■ TASK:
Return each line below holding the string "index".

*****

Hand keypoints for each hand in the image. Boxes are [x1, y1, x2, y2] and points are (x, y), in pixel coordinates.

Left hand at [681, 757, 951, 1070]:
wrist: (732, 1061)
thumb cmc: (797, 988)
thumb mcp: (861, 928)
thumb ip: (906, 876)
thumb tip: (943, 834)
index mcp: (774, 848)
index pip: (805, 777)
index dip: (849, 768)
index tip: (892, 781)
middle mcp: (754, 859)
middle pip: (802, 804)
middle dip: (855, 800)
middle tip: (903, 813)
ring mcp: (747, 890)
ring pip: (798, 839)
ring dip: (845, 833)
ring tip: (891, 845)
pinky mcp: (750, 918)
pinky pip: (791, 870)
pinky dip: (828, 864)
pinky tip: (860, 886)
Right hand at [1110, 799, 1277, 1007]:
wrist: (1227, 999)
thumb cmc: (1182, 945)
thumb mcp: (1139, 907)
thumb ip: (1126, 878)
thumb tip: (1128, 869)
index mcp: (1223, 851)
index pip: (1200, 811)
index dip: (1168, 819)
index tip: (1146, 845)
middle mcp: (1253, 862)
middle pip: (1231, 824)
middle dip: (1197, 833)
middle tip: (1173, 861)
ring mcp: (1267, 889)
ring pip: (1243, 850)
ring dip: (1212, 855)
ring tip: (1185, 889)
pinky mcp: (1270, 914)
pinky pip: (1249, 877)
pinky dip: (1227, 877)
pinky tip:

*****

■ SOLUTION TO THE EXERCISE:
index mcp: (774, 848)
index pip: (805, 777)
index dip: (849, 768)
index tip: (892, 781)
index mcp: (1223, 851)
index pip: (1200, 811)
index dip: (1168, 819)
index tip: (1146, 845)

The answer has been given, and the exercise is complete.